[DATA RECORDS Boundary: Start]
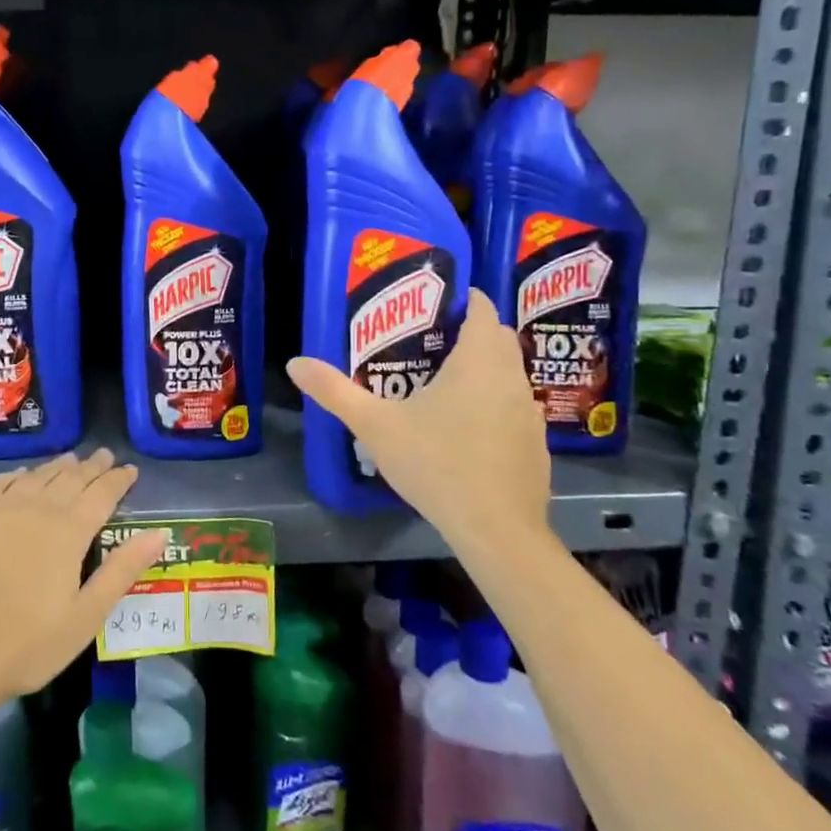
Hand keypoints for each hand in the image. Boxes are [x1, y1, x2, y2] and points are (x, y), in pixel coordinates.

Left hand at [0, 450, 167, 717]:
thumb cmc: (28, 645)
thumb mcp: (86, 616)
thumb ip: (123, 570)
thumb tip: (161, 533)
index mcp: (69, 532)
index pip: (102, 494)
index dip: (118, 480)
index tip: (130, 469)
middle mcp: (37, 509)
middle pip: (71, 479)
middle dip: (92, 467)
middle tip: (104, 456)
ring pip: (37, 476)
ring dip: (58, 467)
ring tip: (71, 460)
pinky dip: (16, 475)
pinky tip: (22, 475)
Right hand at [286, 288, 552, 548]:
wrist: (496, 530)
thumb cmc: (436, 464)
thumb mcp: (375, 426)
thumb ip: (335, 391)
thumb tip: (295, 363)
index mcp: (479, 361)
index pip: (483, 309)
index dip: (465, 299)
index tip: (437, 303)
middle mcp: (512, 378)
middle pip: (499, 338)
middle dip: (472, 332)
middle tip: (431, 341)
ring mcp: (529, 413)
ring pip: (510, 374)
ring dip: (486, 369)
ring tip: (445, 384)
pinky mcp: (536, 445)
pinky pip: (515, 407)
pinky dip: (495, 404)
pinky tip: (468, 430)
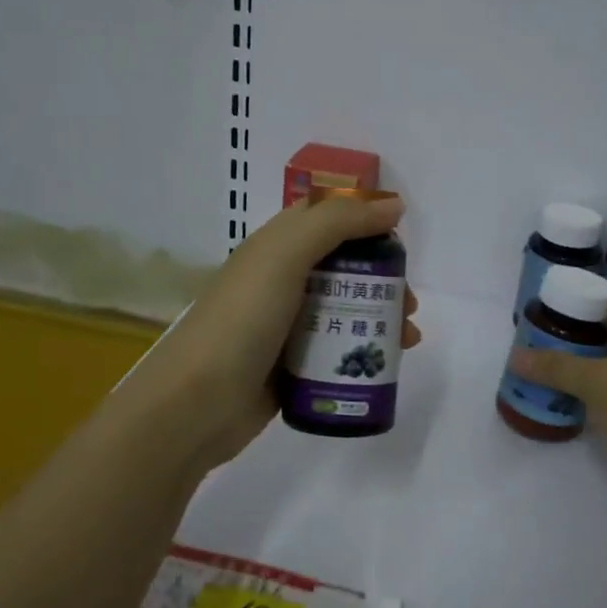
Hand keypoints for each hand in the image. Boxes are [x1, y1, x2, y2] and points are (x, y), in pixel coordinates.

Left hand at [131, 196, 420, 472]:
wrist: (197, 403)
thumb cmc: (243, 319)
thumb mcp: (286, 255)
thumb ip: (339, 222)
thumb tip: (394, 204)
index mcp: (275, 247)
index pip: (325, 218)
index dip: (363, 221)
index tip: (399, 241)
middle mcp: (280, 280)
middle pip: (342, 268)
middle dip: (382, 279)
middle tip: (408, 303)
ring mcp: (286, 326)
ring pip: (344, 310)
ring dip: (380, 317)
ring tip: (408, 338)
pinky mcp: (292, 365)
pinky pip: (335, 349)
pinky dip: (363, 350)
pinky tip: (387, 364)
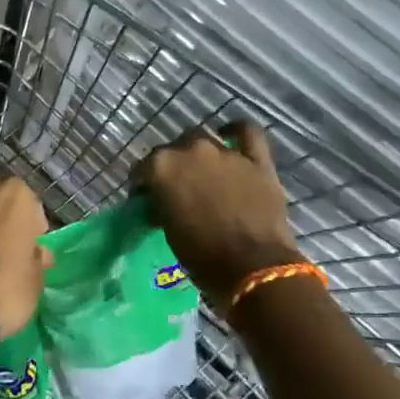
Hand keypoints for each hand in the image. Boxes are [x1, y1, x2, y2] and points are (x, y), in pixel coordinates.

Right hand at [139, 122, 301, 311]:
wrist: (252, 267)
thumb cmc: (201, 255)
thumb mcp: (168, 230)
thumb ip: (161, 205)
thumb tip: (161, 202)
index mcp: (161, 166)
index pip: (143, 168)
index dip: (143, 184)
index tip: (146, 200)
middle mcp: (190, 150)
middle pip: (174, 150)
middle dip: (173, 167)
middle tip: (178, 189)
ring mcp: (225, 152)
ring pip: (205, 140)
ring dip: (199, 154)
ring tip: (203, 172)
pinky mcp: (256, 160)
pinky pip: (247, 132)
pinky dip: (236, 130)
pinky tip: (229, 134)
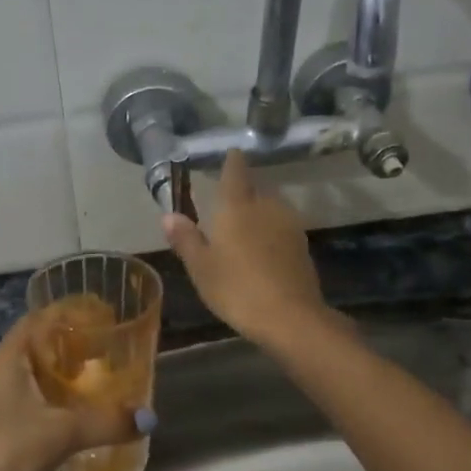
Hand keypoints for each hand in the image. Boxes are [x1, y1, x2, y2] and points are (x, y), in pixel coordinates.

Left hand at [0, 316, 139, 470]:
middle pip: (32, 345)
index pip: (37, 319)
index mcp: (4, 356)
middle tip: (102, 352)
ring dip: (54, 375)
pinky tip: (66, 414)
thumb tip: (148, 418)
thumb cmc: (9, 449)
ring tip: (90, 381)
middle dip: (66, 346)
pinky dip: (43, 398)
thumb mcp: (64, 432)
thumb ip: (107, 422)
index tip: (99, 318)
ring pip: (24, 374)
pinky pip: (18, 398)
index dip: (67, 314)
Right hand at [162, 150, 328, 346]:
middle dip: (244, 192)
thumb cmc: (236, 288)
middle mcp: (267, 207)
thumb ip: (186, 239)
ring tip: (244, 229)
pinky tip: (263, 251)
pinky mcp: (303, 247)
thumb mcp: (201, 267)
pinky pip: (282, 229)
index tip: (231, 154)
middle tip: (228, 204)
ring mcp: (289, 226)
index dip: (232, 161)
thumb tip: (168, 215)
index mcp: (238, 206)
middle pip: (256, 189)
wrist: (290, 316)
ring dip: (259, 213)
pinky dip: (271, 233)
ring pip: (271, 209)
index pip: (236, 171)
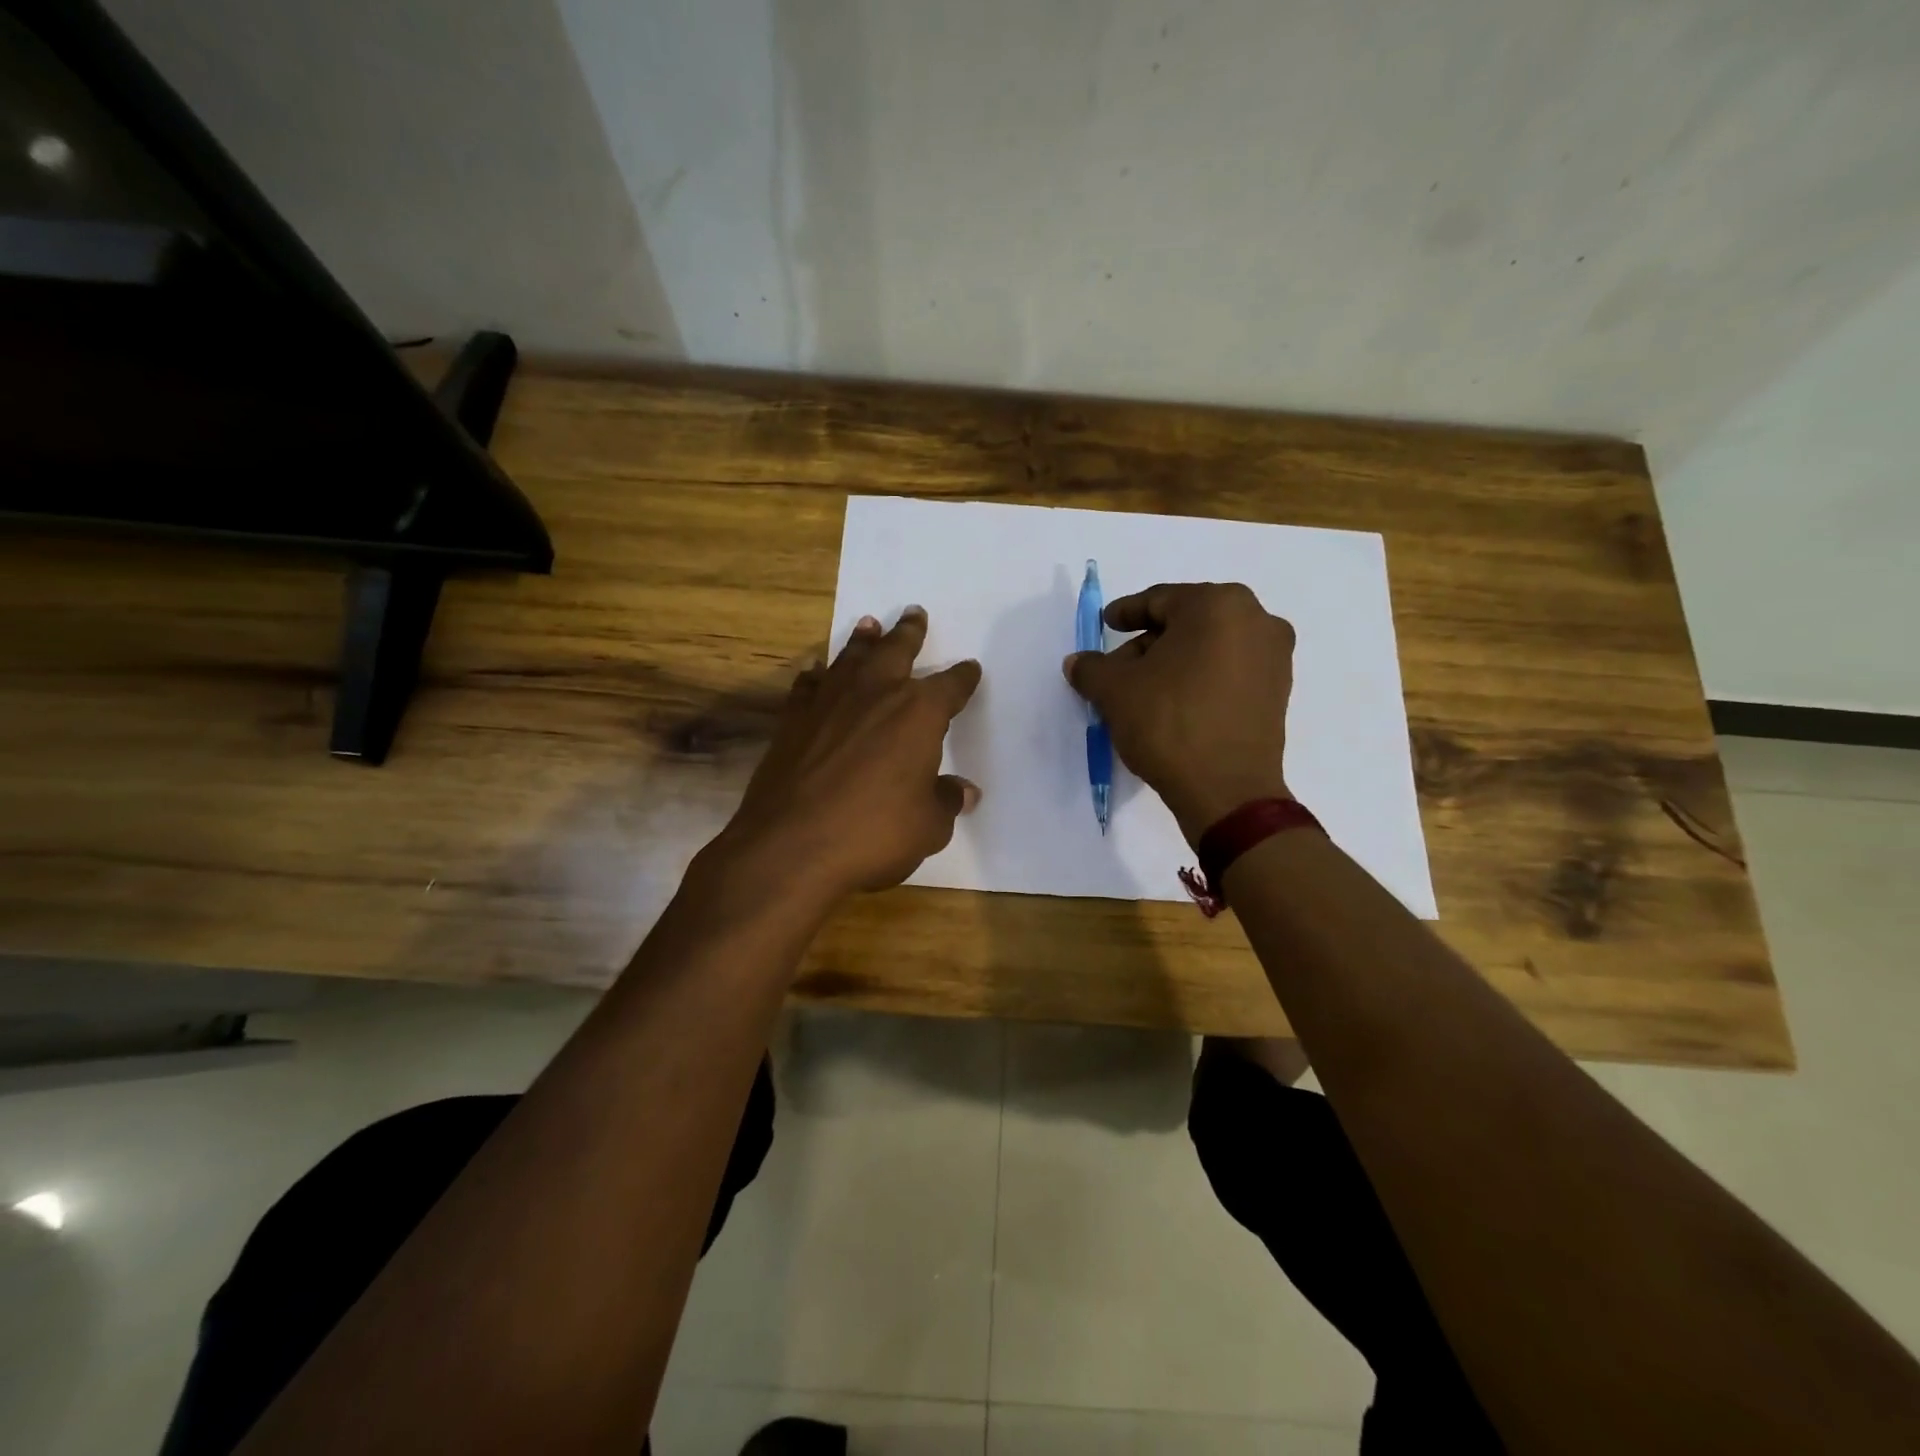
[DATA RECORDS Boundary: End]
Output exactly the lines above, beginning at the one with "index dip: (118, 480)" and stopping after the one with "thumb cmc: (9, 449)". Pictures are to be omitted.

index dip: (118, 480)
index tip: (130, 469)
middle mcp: (37, 509)
middle pip: (71, 479)
middle dip: (92, 467)
middle tip: (104, 456)
ring pip: (37, 476)
ring dip: (58, 467)
ring tip: (71, 460)
pinky dip: (16, 475)
pinky tip: (22, 475)
Right hand at [286, 288, 552, 548]:
wrist: (496, 530)
thumb cmc: (436, 464)
thumb mcp: (375, 426)
thumb ip: (335, 391)
thumb tip: (295, 363)
index mcp: (479, 361)
index pip: (483, 309)
index dip: (465, 299)
index tip: (437, 303)
middle mcp: (512, 378)
middle pip: (499, 338)
middle dip: (472, 332)
middle tip: (431, 341)
ring mcp: (529, 413)
ring pip: (510, 374)
ring dip: (486, 369)
ring tip: (445, 384)
pinky mcp: (536, 445)
pinky pip: (515, 407)
pinky dip: (495, 404)
pinky tip: (468, 430)
Hand keypoints for each hand in the image. Boxes are [x1, y1, x2, y2] and points are (x, y), in pixel coordinates.

Left hand at [131, 196, 420, 472]:
wrist: (197, 403)
thumb cmc: (243, 319)
thumb mcp: (286, 255)
thumb ip: (339, 222)
thumb tip: (394, 204)
index mcp: (275, 247)
index pip: (325, 218)
index dip: (363, 221)
index tip: (399, 241)
middle mcp: (280, 280)
middle pip: (342, 268)
middle dip: (382, 279)
middle tip: (408, 303)
ring mcp: (286, 326)
ring pip: (344, 310)
ring dip: (380, 317)
ring tip: (408, 338)
pinky mcp: (292, 365)
pinky pip: (335, 349)
pinky dip: (363, 350)
pinky tip: (387, 364)
Hand keypoints for each hand in the image. Boxes are [x1, y1, x2, y2] and points are (x, y), in pixel coordinates.

Right hand at [139, 122, 301, 311]:
wrist: (252, 267)
thumb cmc: (201, 255)
thumb mcp: (168, 230)
thumb ip: (161, 205)
thumb tip: (161, 202)
index mcp: (161, 166)
index pip: (143, 168)
index dip: (143, 184)
index tip: (146, 200)
middle mcp: (190, 150)
middle pip: (174, 150)
middle dip: (173, 167)
middle tip: (178, 189)
ring mcp: (225, 152)
ring pip: (205, 140)
ring dip: (199, 154)
ring tip: (203, 172)
pinky mcp: (256, 160)
pinky pip: (247, 132)
pinky dip: (236, 130)
pinky tip: (229, 134)
Hand keypoints for each hand in the image. Boxes are [x1, y1, x2, y2] and points are (x, y), in pixel coordinates.

Left hand at [0, 316, 139, 470]:
middle pip: (32, 345)
index pip: (37, 319)
index mcp: (4, 356)
middle tip: (102, 352)
ring dip: (54, 375)
pinky tip: (66, 414)
thumb tip: (148, 418)
thumb cmc: (9, 449)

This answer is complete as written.